Queen Elizabeth's first speech before parliament,
10 February 1559
These were dangerous times. The second quarter of the sixteenth century had made Elizabeth Tudor and her generation of coming men watchful, insecure, fearful for their lives. Nothing could be taken for granted. Health and happiness were fleeting, reversals of fortune came with devastating speed. This was the generation raised in the last days of King Henry and come of age in a time of religious and political flux. The religious radicalism of Edward VI's reign had been quickly followed by reactionary extremism and bloodshed in Queen Mary's. During the political tumult of these years there was no better time for ambitious men to seize position, wealth and honours. No longer was power the exclusive prerogative of old aristocratic blood. When a Thomas Wolsey, son of a butcher, or a Thomas Cromwell, son of a blacksmith, could rise in Henry's reign to be the mightiest subject in the land, then what bar to ambition during the minority of Edward, the turmoil of Mary, and the unpromising advent of Elizabeth? But vaulting ambition and exorbitant rewards brought their own peril. The natural hierarchy of things mattered to the sixteenth-century mind. Men elevated beyond their due estate, women raised as rulers over men were unnatural events and boded ill. Those with the greatest aspirations could not expect to die peaceful in their beds.
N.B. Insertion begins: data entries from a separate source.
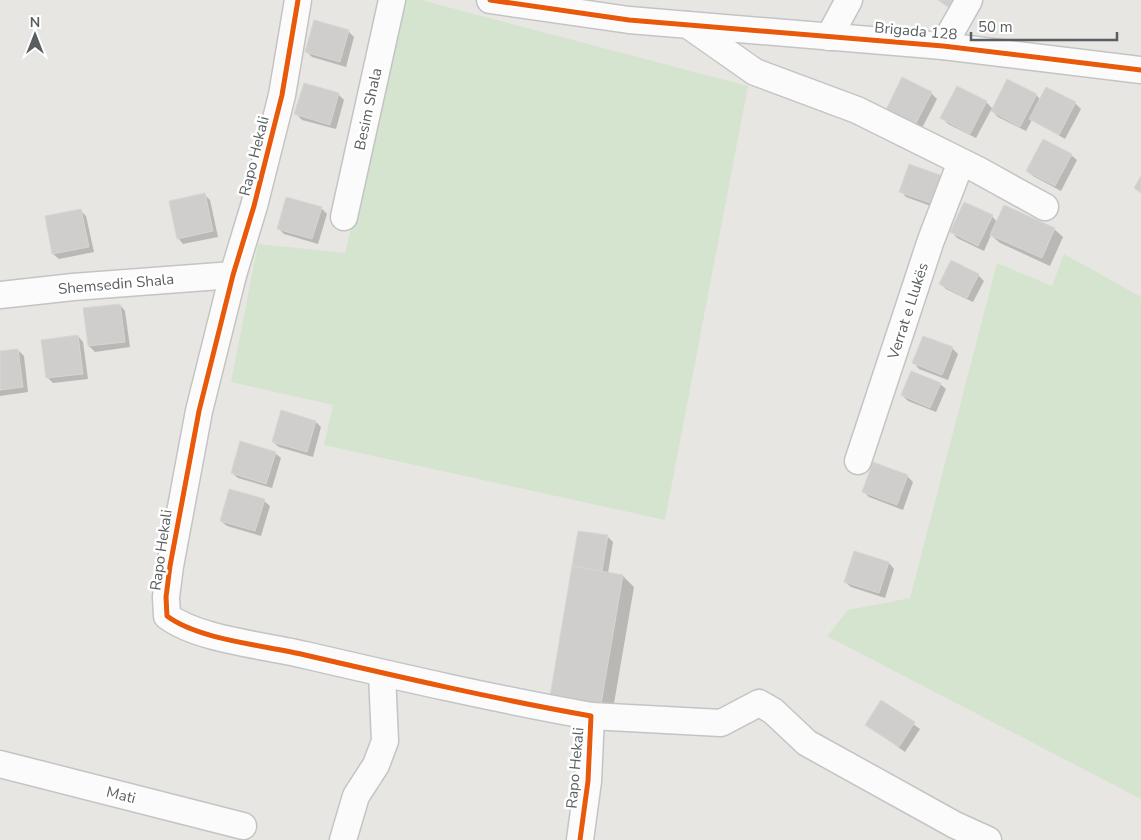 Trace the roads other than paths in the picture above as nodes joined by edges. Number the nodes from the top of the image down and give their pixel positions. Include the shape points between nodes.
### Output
1 (298, 0) edge
2 (392, 0) edge
3 (490, 0) edge
4 (602, 0) edge
5 (660, 0) edge
6 (849, 0) edge
7 (969, 0) edge
8 (636, 21) junction
9 (688, 25) junction
10 (829, 37) junction
11 (943, 46) junction
12 (1141, 70) edge
13 (961, 162) junction
14 (1045, 207) dead end
15 (344, 217) dead end
16 (233, 275) junction
17 (0, 295) edge
18 (858, 462) dead end
19 (382, 674) junction
20 (592, 716) junction
21 (0, 764) edge
22 (243, 826) dead end
23 (343, 840) edge
24 (580, 840) edge
25 (988, 840) edge

1 - 16 street, Rapo Hekali via 282,95
2 - 15 street, Besim Shala
3 - 8 street
4 - 8 street
5 - 8 street
6 - 10 street
7 - 11 street, Brigada 128
8 - 9 street
9 - 10 street, Brigada 128
9 - 13 street via 755,72 857,110
10 - 11 street, Brigada 128
11 - 12 street, Brigada 128
13 - 14 street
13 - 18 street, Verrat e Llukës via 931,240
16 - 17 street, Shemsedin Shala
16 - 19 street, Rapo Hekali via 183,486 168,582 167,616 181,626
19 - 20 street, Rapo Hekali
19 - 23 street via 386,741 376,765 356,796
20 - 24 street, Rapo Hekali
20 - 25 street, Rapo Hekali via 721,723 759,703 773,711 807,743
21 - 22 street, Mati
God remained at the centre of this febrile and unpredictable world. His will was discerned in every random act. Death was everywhere. It came as sudden sweating sickness and struck down communities of healthy adults. It came as fire to purify heretic beliefs. It came through poison or the deadly thrust of steel to dispose of inconvenient obstacles in the machinery of power. The supernatural had a physical presence, and spirits and magic were natural companions to everyday life. They were part of the grand cosmic scheme which constituted God's hierarchical universe. Analogy, interconnectedness, fixity were deeply impressive to the Elizabethan mind, mutability and disorder a sign of man out of harmony with God's plan. Superstition and religion were ways to make sense of suffering, attempts at warding off the apparently random blows of fate. Yet the insecurity of life itself made the living intense, the wits sharper, the senses more acute. For sixteenth-century men and women there was a life after death, for the godly well-mapped and glorious, but life on earth was a precious and precarious thing to be seized and drained to the dregs.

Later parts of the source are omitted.